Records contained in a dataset

•••••

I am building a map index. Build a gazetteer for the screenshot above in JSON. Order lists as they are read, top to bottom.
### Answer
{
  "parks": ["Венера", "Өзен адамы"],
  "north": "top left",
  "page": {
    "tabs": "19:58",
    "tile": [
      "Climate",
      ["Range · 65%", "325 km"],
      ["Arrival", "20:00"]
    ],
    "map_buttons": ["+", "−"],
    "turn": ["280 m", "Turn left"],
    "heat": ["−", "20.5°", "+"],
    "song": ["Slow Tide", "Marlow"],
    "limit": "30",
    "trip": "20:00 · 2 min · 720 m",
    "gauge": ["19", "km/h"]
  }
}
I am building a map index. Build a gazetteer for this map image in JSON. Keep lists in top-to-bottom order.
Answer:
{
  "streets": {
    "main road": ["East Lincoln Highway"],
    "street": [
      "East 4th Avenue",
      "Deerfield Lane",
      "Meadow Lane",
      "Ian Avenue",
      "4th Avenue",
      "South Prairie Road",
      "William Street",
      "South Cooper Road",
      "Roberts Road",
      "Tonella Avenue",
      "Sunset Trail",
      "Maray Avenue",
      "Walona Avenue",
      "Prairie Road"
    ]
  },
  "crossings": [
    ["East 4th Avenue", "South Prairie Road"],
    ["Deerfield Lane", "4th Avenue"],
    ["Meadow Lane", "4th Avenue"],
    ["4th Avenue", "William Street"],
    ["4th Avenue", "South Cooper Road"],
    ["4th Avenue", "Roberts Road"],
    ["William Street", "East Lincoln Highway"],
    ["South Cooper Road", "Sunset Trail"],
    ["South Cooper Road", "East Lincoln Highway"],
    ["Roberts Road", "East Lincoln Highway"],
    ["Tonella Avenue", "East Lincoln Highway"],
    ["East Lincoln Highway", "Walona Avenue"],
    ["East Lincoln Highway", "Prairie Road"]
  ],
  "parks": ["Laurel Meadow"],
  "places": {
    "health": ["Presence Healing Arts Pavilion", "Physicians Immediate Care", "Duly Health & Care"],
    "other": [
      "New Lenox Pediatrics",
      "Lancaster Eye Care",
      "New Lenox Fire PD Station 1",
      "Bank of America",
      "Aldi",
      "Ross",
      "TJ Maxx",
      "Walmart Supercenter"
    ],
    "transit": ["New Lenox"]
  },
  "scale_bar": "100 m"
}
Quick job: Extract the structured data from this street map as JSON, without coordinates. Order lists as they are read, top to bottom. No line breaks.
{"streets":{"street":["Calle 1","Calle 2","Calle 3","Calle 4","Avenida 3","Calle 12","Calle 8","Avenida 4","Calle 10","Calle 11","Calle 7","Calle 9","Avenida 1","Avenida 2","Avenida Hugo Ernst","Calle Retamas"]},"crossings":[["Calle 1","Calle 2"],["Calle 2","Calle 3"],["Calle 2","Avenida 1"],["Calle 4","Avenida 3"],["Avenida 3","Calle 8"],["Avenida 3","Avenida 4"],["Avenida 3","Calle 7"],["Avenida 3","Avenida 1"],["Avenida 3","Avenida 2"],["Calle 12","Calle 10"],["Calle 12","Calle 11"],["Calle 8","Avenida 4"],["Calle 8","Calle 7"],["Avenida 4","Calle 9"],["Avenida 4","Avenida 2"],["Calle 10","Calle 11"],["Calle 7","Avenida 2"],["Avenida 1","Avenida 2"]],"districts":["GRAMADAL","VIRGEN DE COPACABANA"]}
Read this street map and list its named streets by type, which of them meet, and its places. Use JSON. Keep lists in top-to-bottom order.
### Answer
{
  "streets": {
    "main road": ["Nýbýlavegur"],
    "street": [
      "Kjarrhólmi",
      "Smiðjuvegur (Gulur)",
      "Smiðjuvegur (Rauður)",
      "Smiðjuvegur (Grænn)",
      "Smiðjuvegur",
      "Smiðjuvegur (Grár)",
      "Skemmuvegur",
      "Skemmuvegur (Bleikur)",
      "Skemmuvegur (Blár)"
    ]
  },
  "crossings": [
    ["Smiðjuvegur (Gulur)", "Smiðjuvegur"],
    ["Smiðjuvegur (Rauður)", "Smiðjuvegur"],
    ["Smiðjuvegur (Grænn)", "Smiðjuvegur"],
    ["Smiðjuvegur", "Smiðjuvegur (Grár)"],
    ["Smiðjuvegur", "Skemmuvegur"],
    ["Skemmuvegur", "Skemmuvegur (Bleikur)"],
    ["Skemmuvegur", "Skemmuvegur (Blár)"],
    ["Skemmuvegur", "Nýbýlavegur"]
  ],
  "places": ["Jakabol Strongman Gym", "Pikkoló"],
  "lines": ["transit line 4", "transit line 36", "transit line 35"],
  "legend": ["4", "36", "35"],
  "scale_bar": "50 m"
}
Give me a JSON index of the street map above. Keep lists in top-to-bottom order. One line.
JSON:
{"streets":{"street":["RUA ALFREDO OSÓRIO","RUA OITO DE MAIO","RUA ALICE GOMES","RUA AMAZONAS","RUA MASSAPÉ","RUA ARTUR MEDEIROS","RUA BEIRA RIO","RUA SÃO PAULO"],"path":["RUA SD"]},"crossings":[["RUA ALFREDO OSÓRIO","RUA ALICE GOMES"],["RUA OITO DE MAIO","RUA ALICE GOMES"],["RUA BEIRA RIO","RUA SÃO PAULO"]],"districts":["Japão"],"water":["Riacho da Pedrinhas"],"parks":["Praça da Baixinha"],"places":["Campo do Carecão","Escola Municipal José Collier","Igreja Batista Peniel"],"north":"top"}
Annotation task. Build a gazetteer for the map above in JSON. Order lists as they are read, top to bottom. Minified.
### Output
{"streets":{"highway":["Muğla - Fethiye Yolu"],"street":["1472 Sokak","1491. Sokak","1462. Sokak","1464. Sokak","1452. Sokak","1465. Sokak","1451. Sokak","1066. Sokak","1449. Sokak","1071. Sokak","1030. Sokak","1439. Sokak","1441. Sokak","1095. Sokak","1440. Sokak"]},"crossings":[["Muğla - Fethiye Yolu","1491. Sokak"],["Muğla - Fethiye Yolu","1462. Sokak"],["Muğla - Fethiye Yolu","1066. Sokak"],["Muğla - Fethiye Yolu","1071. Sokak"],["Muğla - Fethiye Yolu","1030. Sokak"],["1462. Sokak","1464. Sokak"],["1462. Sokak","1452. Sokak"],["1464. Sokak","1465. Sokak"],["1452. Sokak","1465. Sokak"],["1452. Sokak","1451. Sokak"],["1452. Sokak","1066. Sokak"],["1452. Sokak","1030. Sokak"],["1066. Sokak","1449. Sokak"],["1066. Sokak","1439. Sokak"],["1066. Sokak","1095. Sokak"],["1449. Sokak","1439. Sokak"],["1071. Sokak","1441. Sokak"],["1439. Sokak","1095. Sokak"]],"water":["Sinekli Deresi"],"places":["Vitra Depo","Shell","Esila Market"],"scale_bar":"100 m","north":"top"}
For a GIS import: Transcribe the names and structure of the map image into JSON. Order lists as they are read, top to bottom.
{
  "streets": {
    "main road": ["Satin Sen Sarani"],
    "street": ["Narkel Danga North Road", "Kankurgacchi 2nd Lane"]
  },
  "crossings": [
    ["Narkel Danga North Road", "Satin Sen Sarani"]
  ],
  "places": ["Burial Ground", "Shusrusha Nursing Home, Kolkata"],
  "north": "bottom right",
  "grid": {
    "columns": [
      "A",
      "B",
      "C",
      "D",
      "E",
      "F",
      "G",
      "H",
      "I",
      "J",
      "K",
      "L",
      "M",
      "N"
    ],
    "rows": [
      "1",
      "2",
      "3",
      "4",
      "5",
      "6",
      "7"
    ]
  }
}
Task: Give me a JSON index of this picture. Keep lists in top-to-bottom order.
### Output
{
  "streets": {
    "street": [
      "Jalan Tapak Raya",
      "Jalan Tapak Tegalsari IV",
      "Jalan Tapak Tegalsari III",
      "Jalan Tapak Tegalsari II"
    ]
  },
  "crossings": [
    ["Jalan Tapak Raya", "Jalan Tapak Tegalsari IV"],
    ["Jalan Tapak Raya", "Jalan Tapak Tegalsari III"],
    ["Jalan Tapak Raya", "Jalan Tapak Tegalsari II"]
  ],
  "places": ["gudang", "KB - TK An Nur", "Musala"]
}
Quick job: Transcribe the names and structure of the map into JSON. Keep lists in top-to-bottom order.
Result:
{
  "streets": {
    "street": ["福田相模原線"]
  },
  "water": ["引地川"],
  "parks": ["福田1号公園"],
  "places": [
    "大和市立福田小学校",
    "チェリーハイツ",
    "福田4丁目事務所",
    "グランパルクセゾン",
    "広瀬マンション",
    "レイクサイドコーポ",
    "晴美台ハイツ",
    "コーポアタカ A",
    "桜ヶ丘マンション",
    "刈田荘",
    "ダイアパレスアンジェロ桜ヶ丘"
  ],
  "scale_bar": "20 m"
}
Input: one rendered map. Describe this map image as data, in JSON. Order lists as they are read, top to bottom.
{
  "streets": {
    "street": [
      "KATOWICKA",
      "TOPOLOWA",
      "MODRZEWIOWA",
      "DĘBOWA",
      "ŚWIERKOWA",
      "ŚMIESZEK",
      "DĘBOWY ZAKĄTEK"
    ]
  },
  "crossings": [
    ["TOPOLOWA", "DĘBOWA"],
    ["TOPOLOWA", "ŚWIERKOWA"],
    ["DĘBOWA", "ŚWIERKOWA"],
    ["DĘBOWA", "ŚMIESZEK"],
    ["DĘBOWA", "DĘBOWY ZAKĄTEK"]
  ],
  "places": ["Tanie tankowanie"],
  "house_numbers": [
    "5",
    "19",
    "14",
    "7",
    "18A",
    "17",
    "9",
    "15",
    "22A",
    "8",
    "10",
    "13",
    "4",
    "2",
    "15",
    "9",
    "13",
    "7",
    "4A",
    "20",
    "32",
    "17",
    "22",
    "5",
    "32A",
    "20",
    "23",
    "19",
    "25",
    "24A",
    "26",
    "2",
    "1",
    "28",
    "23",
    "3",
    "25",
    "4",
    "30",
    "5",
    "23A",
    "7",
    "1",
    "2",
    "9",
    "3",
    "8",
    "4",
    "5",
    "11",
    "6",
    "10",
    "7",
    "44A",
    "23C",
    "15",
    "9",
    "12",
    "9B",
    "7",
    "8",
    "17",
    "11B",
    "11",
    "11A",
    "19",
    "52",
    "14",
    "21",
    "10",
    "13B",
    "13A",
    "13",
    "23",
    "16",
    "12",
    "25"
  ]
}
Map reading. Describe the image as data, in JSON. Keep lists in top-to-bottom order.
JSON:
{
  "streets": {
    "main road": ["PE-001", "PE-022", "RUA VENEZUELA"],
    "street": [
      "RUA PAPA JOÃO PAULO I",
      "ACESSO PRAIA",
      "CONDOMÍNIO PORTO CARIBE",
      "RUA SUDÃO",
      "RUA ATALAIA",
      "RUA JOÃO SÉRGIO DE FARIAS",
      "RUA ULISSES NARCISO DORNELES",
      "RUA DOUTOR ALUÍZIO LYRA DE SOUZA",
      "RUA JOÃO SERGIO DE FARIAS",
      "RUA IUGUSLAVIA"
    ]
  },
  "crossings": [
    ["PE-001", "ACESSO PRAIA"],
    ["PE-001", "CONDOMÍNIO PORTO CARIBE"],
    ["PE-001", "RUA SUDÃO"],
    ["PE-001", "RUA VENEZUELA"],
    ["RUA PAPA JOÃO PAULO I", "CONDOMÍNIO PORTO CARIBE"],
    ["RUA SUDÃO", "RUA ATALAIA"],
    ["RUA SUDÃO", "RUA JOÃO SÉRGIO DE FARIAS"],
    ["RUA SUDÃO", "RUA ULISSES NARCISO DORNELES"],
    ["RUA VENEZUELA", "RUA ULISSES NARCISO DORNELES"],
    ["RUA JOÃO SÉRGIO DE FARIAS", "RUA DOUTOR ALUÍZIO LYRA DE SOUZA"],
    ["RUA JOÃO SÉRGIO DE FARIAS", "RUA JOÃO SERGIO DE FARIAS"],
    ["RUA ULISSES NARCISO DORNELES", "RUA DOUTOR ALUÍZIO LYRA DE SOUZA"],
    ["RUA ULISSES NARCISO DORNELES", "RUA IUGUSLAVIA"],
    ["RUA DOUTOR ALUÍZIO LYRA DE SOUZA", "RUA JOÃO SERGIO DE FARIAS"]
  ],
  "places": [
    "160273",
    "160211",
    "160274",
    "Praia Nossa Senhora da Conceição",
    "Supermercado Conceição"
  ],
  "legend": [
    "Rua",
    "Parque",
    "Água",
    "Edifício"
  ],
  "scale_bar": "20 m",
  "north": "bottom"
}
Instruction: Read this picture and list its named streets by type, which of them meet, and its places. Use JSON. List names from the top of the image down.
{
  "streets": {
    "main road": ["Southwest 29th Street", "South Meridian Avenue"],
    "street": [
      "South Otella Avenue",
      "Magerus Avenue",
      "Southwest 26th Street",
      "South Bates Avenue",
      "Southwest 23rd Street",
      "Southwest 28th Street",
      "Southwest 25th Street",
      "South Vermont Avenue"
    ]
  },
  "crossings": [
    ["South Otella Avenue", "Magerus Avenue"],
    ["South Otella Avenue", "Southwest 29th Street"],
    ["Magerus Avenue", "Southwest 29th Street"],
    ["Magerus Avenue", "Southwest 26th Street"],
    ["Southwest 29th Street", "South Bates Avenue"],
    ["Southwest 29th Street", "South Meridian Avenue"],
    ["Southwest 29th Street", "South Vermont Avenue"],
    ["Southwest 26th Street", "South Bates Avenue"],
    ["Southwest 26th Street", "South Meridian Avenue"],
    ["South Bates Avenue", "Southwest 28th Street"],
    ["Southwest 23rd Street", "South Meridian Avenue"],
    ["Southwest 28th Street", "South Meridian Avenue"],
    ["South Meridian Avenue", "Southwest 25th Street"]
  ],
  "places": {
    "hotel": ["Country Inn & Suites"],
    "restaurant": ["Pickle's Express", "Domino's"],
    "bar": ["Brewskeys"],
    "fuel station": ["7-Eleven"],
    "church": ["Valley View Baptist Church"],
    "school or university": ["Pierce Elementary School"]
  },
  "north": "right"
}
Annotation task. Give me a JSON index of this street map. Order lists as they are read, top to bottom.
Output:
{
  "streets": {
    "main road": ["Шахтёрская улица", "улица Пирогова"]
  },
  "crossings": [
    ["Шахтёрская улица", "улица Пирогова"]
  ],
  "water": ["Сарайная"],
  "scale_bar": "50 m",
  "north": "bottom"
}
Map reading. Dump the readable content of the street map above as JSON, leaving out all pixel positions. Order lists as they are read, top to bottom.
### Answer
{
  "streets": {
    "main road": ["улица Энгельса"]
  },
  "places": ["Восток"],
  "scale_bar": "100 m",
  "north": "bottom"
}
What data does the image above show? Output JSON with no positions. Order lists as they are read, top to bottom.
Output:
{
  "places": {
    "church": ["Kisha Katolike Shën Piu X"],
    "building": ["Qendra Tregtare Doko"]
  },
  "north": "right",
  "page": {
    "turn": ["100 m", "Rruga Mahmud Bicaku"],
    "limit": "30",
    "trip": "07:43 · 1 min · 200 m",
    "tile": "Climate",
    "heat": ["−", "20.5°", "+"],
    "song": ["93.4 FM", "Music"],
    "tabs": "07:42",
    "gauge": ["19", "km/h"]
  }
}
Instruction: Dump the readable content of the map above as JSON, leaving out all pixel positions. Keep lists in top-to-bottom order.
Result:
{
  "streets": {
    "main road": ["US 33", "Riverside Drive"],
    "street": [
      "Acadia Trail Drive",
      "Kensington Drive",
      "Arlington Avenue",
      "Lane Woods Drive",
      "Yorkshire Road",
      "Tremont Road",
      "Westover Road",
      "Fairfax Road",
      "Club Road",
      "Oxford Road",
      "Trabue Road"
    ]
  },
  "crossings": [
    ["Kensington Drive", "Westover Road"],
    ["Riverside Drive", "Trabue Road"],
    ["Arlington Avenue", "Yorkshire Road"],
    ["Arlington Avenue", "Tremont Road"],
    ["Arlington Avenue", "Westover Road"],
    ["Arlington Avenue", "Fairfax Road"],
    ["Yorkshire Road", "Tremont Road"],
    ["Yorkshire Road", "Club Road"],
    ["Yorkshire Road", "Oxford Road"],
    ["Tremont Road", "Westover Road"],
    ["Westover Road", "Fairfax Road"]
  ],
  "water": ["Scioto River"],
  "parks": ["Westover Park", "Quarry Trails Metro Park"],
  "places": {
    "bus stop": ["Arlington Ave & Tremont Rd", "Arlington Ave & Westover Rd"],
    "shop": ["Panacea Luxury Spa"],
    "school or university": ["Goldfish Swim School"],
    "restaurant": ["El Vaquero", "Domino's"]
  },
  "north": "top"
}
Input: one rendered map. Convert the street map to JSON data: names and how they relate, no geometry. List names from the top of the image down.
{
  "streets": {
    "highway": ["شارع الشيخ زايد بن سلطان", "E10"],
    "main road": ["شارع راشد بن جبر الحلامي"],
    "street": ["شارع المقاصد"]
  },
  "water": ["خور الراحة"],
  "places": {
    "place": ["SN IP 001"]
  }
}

•••••

→ Description of the task:
Only one stretch is wanted, so please give again exactly the lines from the start of the data through the line containing "I am building a map index. Build a gazetteer for this", both ends included.

→ Answer section:
I am building a map index. Build a gazetteer for the screenshot above in JSON. Order lists as they are read, top to bottom.
### Answer
{
  "parks": ["Венера", "Өзен адамы"],
  "north": "top left",
  "page": {
    "tabs": "19:58",
    "tile": [
      "Climate",
      ["Range · 65%", "325 km"],
      ["Arrival", "20:00"]
    ],
    "map_buttons": ["+", "−"],
    "turn": ["280 m", "Turn left"],
    "heat": ["−", "20.5°", "+"],
    "song": ["Slow Tide", "Marlow"],
    "limit": "30",
    "trip": "20:00 · 2 min · 720 m",
    "gauge": ["19", "km/h"]
  }
}
I am building a map index. Build a gazetteer for this map image in JSON. Keep lists in top-to-bottom order.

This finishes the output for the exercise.